Content starts

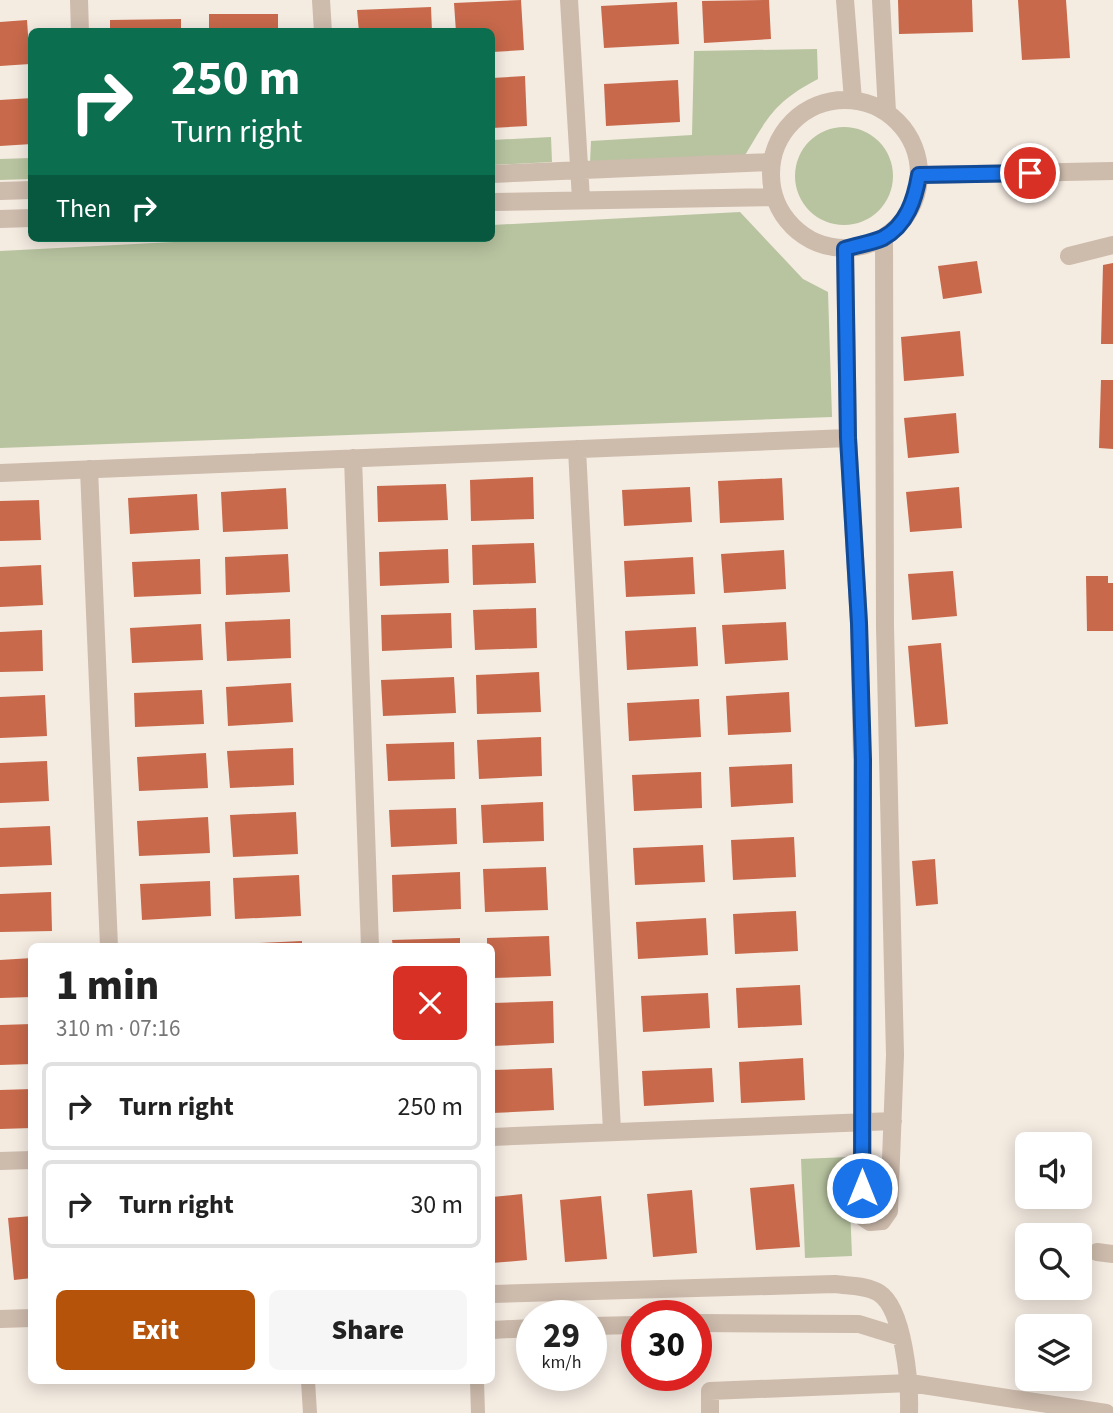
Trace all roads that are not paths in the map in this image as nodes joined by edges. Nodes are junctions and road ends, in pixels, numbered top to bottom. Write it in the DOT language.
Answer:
graph roads {
  1 [pos="79,0"];
  2 [pos="321,0"];
  3 [pos="569,0"];
  4 [pos="845,0"];
  5 [pos="881,0"];
  6 [pos="80,28"];
  7 [pos="323,28"];
  8 [pos="853,100"];
  9 [pos="887,112"];
  10 [pos="770,162"];
  11 [pos="578,171"];
  12 [pos="1113,171"];
  13 [pos="495,174"];
  14 [pos="919,175"];
  15 [pos="28,190"];
  16 [pos="0,191"];
  17 [pos="773,197"];
  18 [pos="581,199"];
  19 [pos="495,202"];
  20 [pos="28,218"];
  21 [pos="0,219"];
  22 [pos="884,237"];
  23 [pos="1113,245"];
  24 [pos="845,249"];
  25 [pos="1069,256"];
  26 [pos="848,438"];
  27 [pos="578,449"];
  28 [pos="353,458"];
  29 [pos="89,469"];
  30 [pos="0,473"];
  31 [pos="109,943"];
  32 [pos="370,943"];
  33 [pos="893,1121"];
  34 [pos="862,1123"];
  35 [pos="612,1132"];
  36 [pos="495,1137"];
  37 [pos="28,1160"];
  38 [pos="0,1161"];
  39 [pos="495,1294"];
  40 [pos="28,1318"];
  41 [pos="0,1319"];
  42 [pos="712,1323"];
  43 [pos="516,1329"];
  44 [pos="495,1330"];
  45 [pos="901,1337"];
  46 [pos="910,1383"];
  47 [pos="309,1384"];
  48 [pos="477,1384"];
  49 [pos="1055,1409"];
  50 [pos="310,1413"];
  51 [pos="478,1413"];
  52 [pos="710,1413"];
  53 [pos="909,1413"];
  54 [pos="1106,1413"];
  1 -- 6 [label="street"];
  2 -- 7 [label="street"];
  3 -- 11 [label="street"];
  4 -- 8 [label="street"];
  5 -- 9 [label="street"];
  8 -- 9 [label="street"];
  8 -- 10 [label="street"];
  9 -- 14 [label="street"];
  10 -- 11 [label="street"];
  10 -- 17 [label="street"];
  11 -- 13 [label="street"];
  11 -- 18 [label="street"];
  12 -- 14 [label="street"];
  14 -- 22 [label="street"];
  15 -- 16 [label="street"];
  17 -- 18 [label="street"];
  17 -- 24 [label="street"];
  18 -- 19 [label="street"];
  20 -- 21 [label="street"];
  22 -- 24 [label="street"];
  22 -- 33 [label="street"];
  23 -- 25 [label="street"];
  24 -- 26 [label="street"];
  26 -- 27 [label="street"];
  26 -- 34 [label="street"];
  27 -- 28 [label="street"];
  27 -- 35 [label="street"];
  28 -- 29 [label="street"];
  28 -- 32 [label="street"];
  29 -- 30 [label="street"];
  29 -- 31 [label="street"];
  33 -- 34 [label="street"];
  33 -- 34 [label="street"];
  34 -- 35 [label="street"];
  35 -- 36 [label="street"];
  37 -- 38 [label="street"];
  39 -- 45 [label="street"];
  40 -- 41 [label="street"];
  42 -- 45 [label="street"];
  43 -- 44 [label="street"];
  45 -- 46 [label="street"];
  46 -- 49 [label="street"];
  46 -- 52 [label="street"];
  46 -- 53 [label="street"];
  47 -- 50 [label="lane"];
  48 -- 51 [label="lane"];
  49 -- 54 [label="street"];
}
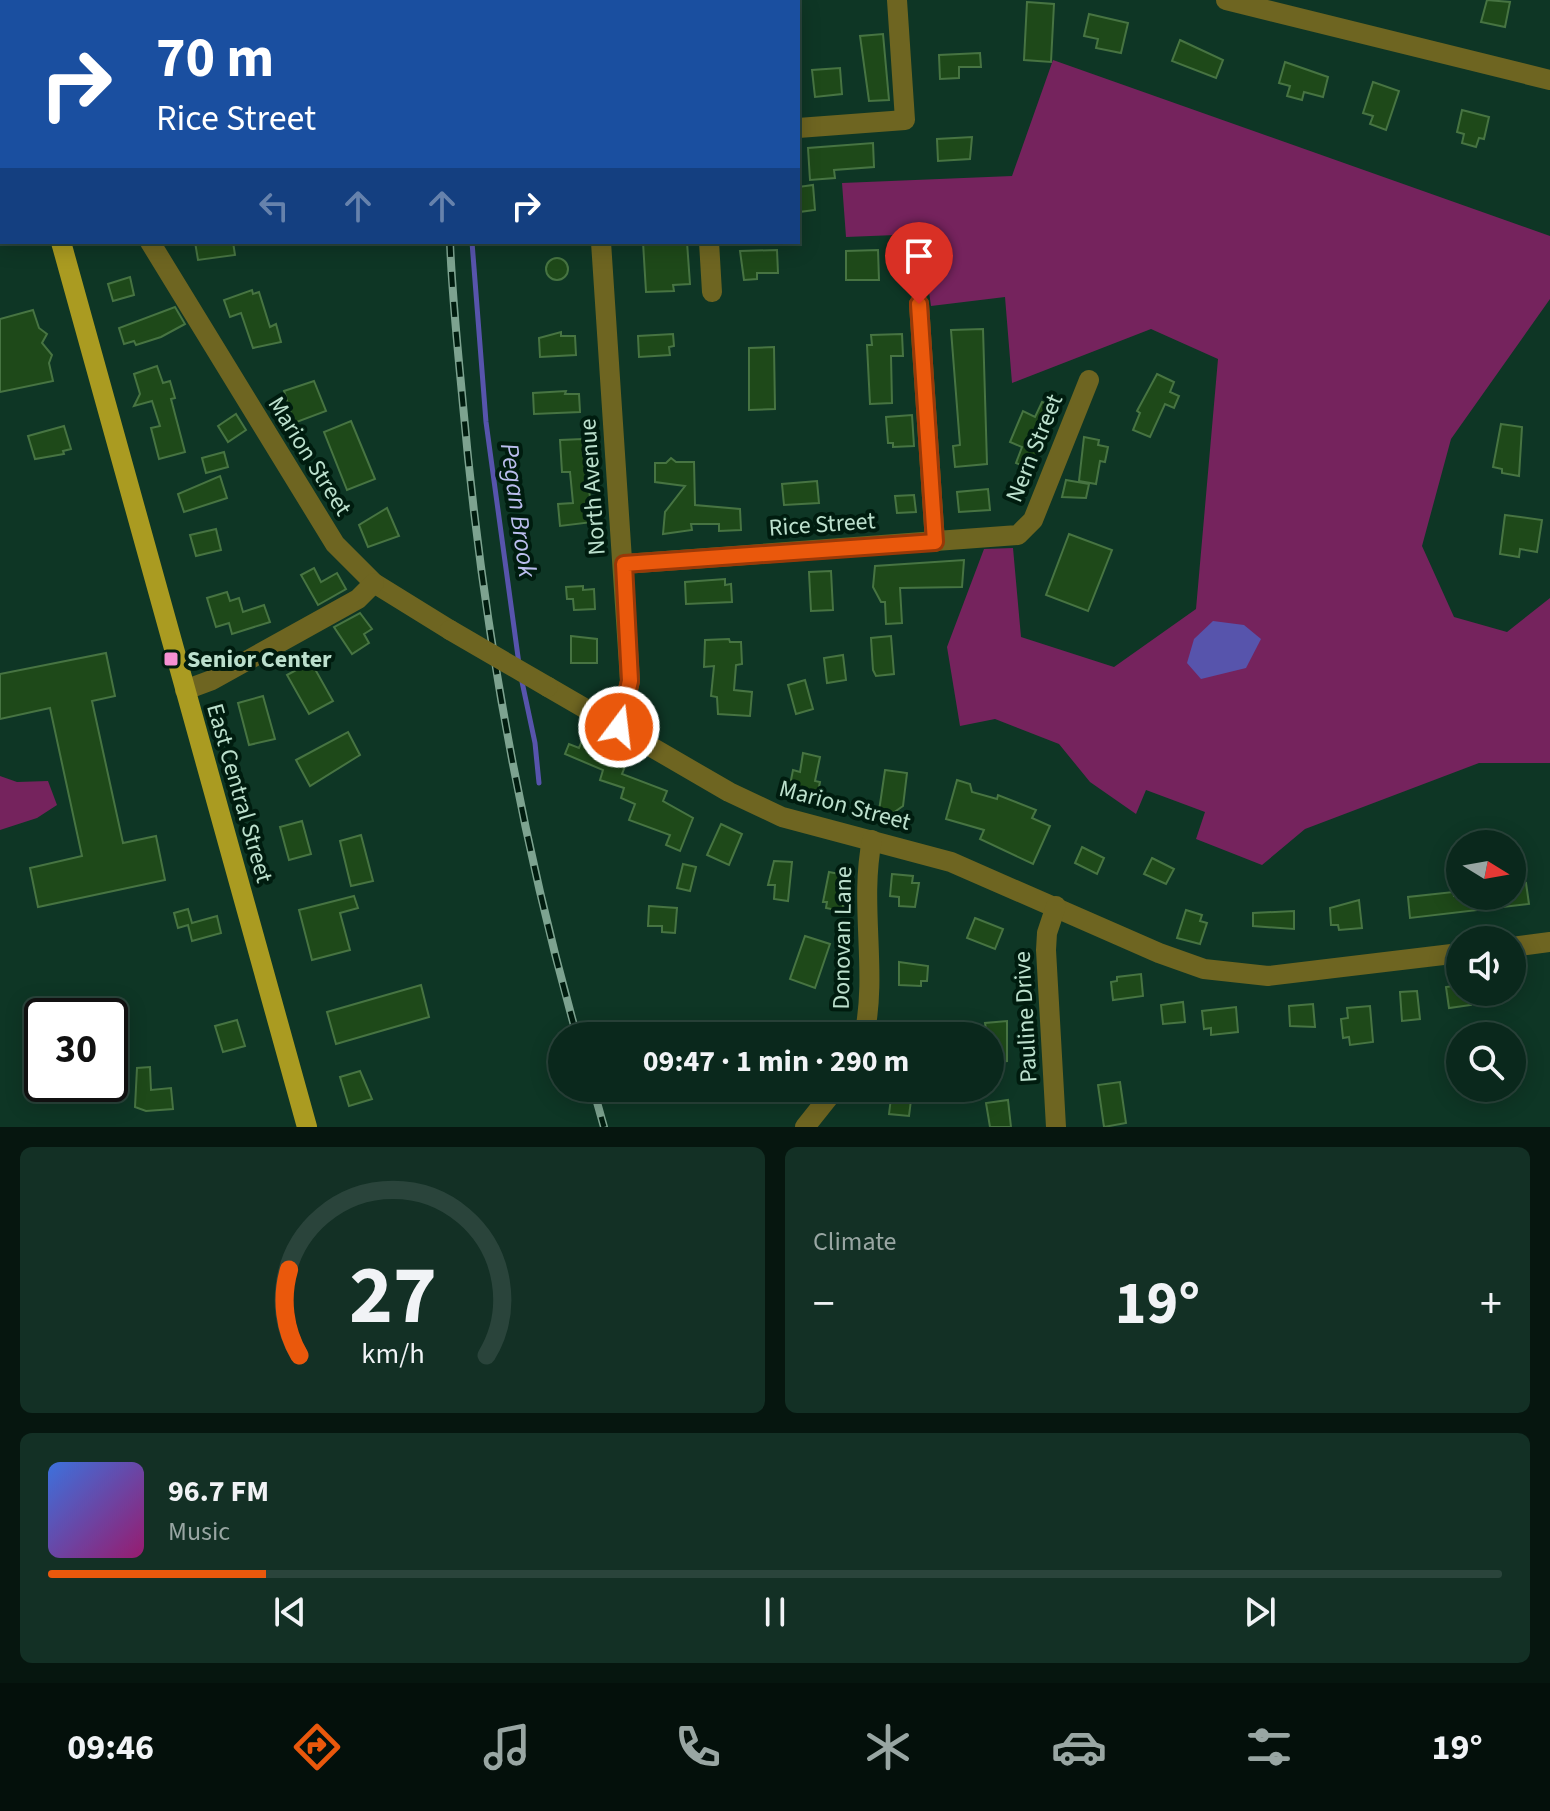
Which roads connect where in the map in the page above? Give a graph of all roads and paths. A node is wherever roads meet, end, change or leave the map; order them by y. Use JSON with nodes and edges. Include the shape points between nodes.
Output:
{"nodes":[{"id":1,"x":897,"y":0,"type":"edge"},
{"id":2,"x":1226,"y":0,"type":"edge"},
{"id":3,"x":1550,"y":80,"type":"edge"},
{"id":4,"x":800,"y":128,"type":"edge"},
{"id":5,"x":62,"y":244,"type":"edge"},
{"id":6,"x":151,"y":244,"type":"edge"},
{"id":7,"x":601,"y":244,"type":"edge"},
{"id":8,"x":709,"y":244,"type":"edge"},
{"id":9,"x":712,"y":292,"type":"dead end"},
{"id":10,"x":919,"y":304,"type":"dead end"},
{"id":11,"x":1089,"y":380,"type":"dead end"},
{"id":12,"x":1023,"y":532,"type":"joint"},
{"id":13,"x":935,"y":542,"type":"junction"},
{"id":14,"x":624,"y":564,"type":"junction"},
{"id":15,"x":374,"y":583,"type":"junction"},
{"id":16,"x":185,"y":690,"type":"junction"},
{"id":17,"x":619,"y":727,"type":"junction"},
{"id":18,"x":872,"y":840,"type":"junction"},
{"id":19,"x":1056,"y":906,"type":"junction"},
{"id":20,"x":1550,"y":942,"type":"edge"},
{"id":21,"x":1526,"y":945,"type":"edge"},
{"id":22,"x":1446,"y":955,"type":"edge"},
{"id":23,"x":866,"y":1022,"type":"edge"},
{"id":24,"x":825,"y":1102,"type":"edge"},
{"id":25,"x":307,"y":1127,"type":"edge"},
{"id":26,"x":805,"y":1127,"type":"edge"},
{"id":27,"x":1056,"y":1127,"type":"edge"}],
"edges":[{"from":1,"to":4,"type":"street","via":[[905,120]]},
{"from":2,"to":3,"type":"street"},
{"from":5,"to":16,"type":"main road","name":"East Central Street"},
{"from":6,"to":15,"type":"street","name":"Marion Street","via":[[309,505],[347,559]]},
{"from":7,"to":14,"type":"street","name":"North Avenue"},
{"from":8,"to":9,"type":"street"},
{"from":10,"to":13,"type":"street"},
{"from":11,"to":12,"type":"street","name":"Nern Street","via":[[1033,520]]},
{"from":12,"to":13,"type":"street","name":"Rice Street","via":[[1010,538]]},
{"from":13,"to":14,"type":"street","name":"Rice Street"},
{"from":14,"to":17,"type":"street","name":"North Avenue","via":[[630,681]]},
{"from":15,"to":16,"type":"street","via":[[358,599]]},
{"from":15,"to":17,"type":"street","name":"Marion Street","bridge":true},
{"from":16,"to":25,"type":"main road","name":"East Central Street"},
{"from":17,"to":18,"type":"street","name":"Marion Street","via":[[756,806],[810,827]]},
{"from":18,"to":19,"type":"street","name":"Marion Street","via":[[951,862]]},
{"from":18,"to":23,"type":"street","name":"Donovan Lane"},
{"from":19,"to":22,"type":"street","name":"Marion Street","via":[[1171,958],[1226,973],[1289,974]]},
{"from":19,"to":27,"type":"street","name":"Pauline Drive","via":[[1046,950]]},
{"from":20,"to":21,"type":"street"},
{"from":24,"to":26,"type":"street"}]}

Content ends

YOUR INSTRUCTIONS:
Omit all images when repeating the data above exactly.

ANSWER SECTION:
Trace all roads that are not paths in the map in this image as nodes joined by edges. Nodes are junctions and road ends, in pixels, numbered top to bottom. Write it in the DOT language.
Answer:
graph roads {
  1 [pos="79,0"];
  2 [pos="321,0"];
  3 [pos="569,0"];
  4 [pos="845,0"];
  5 [pos="881,0"];
  6 [pos="80,28"];
  7 [pos="323,28"];
  8 [pos="853,100"];
  9 [pos="887,112"];
  10 [pos="770,162"];
  11 [pos="578,171"];
  12 [pos="1113,171"];
  13 [pos="495,174"];
  14 [pos="919,175"];
  15 [pos="28,190"];
  16 [pos="0,191"];
  17 [pos="773,197"];
  18 [pos="581,199"];
  19 [pos="495,202"];
  20 [pos="28,218"];
  21 [pos="0,219"];
  22 [pos="884,237"];
  23 [pos="1113,245"];
  24 [pos="845,249"];
  25 [pos="1069,256"];
  26 [pos="848,438"];
  27 [pos="578,449"];
  28 [pos="353,458"];
  29 [pos="89,469"];
  30 [pos="0,473"];
  31 [pos="109,943"];
  32 [pos="370,943"];
  33 [pos="893,1121"];
  34 [pos="862,1123"];
  35 [pos="612,1132"];
  36 [pos="495,1137"];
  37 [pos="28,1160"];
  38 [pos="0,1161"];
  39 [pos="495,1294"];
  40 [pos="28,1318"];
  41 [pos="0,1319"];
  42 [pos="712,1323"];
  43 [pos="516,1329"];
  44 [pos="495,1330"];
  45 [pos="901,1337"];
  46 [pos="910,1383"];
  47 [pos="309,1384"];
  48 [pos="477,1384"];
  49 [pos="1055,1409"];
  50 [pos="310,1413"];
  51 [pos="478,1413"];
  52 [pos="710,1413"];
  53 [pos="909,1413"];
  54 [pos="1106,1413"];
  1 -- 6 [label="street"];
  2 -- 7 [label="street"];
  3 -- 11 [label="street"];
  4 -- 8 [label="street"];
  5 -- 9 [label="street"];
  8 -- 9 [label="street"];
  8 -- 10 [label="street"];
  9 -- 14 [label="street"];
  10 -- 11 [label="street"];
  10 -- 17 [label="street"];
  11 -- 13 [label="street"];
  11 -- 18 [label="street"];
  12 -- 14 [label="street"];
  14 -- 22 [label="street"];
  15 -- 16 [label="street"];
  17 -- 18 [label="street"];
  17 -- 24 [label="street"];
  18 -- 19 [label="street"];
  20 -- 21 [label="street"];
  22 -- 24 [label="street"];
  22 -- 33 [label="street"];
  23 -- 25 [label="street"];
  24 -- 26 [label="street"];
  26 -- 27 [label="street"];
  26 -- 34 [label="street"];
  27 -- 28 [label="street"];
  27 -- 35 [label="street"];
  28 -- 29 [label="street"];
  28 -- 32 [label="street"];
  29 -- 30 [label="street"];
  29 -- 31 [label="street"];
  33 -- 34 [label="street"];
  33 -- 34 [label="street"];
  34 -- 35 [label="street"];
  35 -- 36 [label="street"];
  37 -- 38 [label="street"];
  39 -- 45 [label="street"];
  40 -- 41 [label="street"];
  42 -- 45 [label="street"];
  43 -- 44 [label="street"];
  45 -- 46 [label="street"];
  46 -- 49 [label="street"];
  46 -- 52 [label="street"];
  46 -- 53 [label="street"];
  47 -- 50 [label="lane"];
  48 -- 51 [label="lane"];
  49 -- 54 [label="street"];
}
Which roads connect where in the map in the page above? Give a graph of all roads and paths. A node is wherever roads meet, end, change or leave the map; order them by y. Use JSON with nodes and edges. Include the shape points between nodes.
Output:
{"nodes":[{"id":1,"x":897,"y":0,"type":"edge"},
{"id":2,"x":1226,"y":0,"type":"edge"},
{"id":3,"x":1550,"y":80,"type":"edge"},
{"id":4,"x":800,"y":128,"type":"edge"},
{"id":5,"x":62,"y":244,"type":"edge"},
{"id":6,"x":151,"y":244,"type":"edge"},
{"id":7,"x":601,"y":244,"type":"edge"},
{"id":8,"x":709,"y":244,"type":"edge"},
{"id":9,"x":712,"y":292,"type":"dead end"},
{"id":10,"x":919,"y":304,"type":"dead end"},
{"id":11,"x":1089,"y":380,"type":"dead end"},
{"id":12,"x":1023,"y":532,"type":"joint"},
{"id":13,"x":935,"y":542,"type":"junction"},
{"id":14,"x":624,"y":564,"type":"junction"},
{"id":15,"x":374,"y":583,"type":"junction"},
{"id":16,"x":185,"y":690,"type":"junction"},
{"id":17,"x":619,"y":727,"type":"junction"},
{"id":18,"x":872,"y":840,"type":"junction"},
{"id":19,"x":1056,"y":906,"type":"junction"},
{"id":20,"x":1550,"y":942,"type":"edge"},
{"id":21,"x":1526,"y":945,"type":"edge"},
{"id":22,"x":1446,"y":955,"type":"edge"},
{"id":23,"x":866,"y":1022,"type":"edge"},
{"id":24,"x":825,"y":1102,"type":"edge"},
{"id":25,"x":307,"y":1127,"type":"edge"},
{"id":26,"x":805,"y":1127,"type":"edge"},
{"id":27,"x":1056,"y":1127,"type":"edge"}],
"edges":[{"from":1,"to":4,"type":"street","via":[[905,120]]},
{"from":2,"to":3,"type":"street"},
{"from":5,"to":16,"type":"main road","name":"East Central Street"},
{"from":6,"to":15,"type":"street","name":"Marion Street","via":[[309,505],[347,559]]},
{"from":7,"to":14,"type":"street","name":"North Avenue"},
{"from":8,"to":9,"type":"street"},
{"from":10,"to":13,"type":"street"},
{"from":11,"to":12,"type":"street","name":"Nern Street","via":[[1033,520]]},
{"from":12,"to":13,"type":"street","name":"Rice Street","via":[[1010,538]]},
{"from":13,"to":14,"type":"street","name":"Rice Street"},
{"from":14,"to":17,"type":"street","name":"North Avenue","via":[[630,681]]},
{"from":15,"to":16,"type":"street","via":[[358,599]]},
{"from":15,"to":17,"type":"street","name":"Marion Street","bridge":true},
{"from":16,"to":25,"type":"main road","name":"East Central Street"},
{"from":17,"to":18,"type":"street","name":"Marion Street","via":[[756,806],[810,827]]},
{"from":18,"to":19,"type":"street","name":"Marion Street","via":[[951,862]]},
{"from":18,"to":23,"type":"street","name":"Donovan Lane"},
{"from":19,"to":22,"type":"street","name":"Marion Street","via":[[1171,958],[1226,973],[1289,974]]},
{"from":19,"to":27,"type":"street","name":"Pauline Drive","via":[[1046,950]]},
{"from":20,"to":21,"type":"street"},
{"from":24,"to":26,"type":"street"}]}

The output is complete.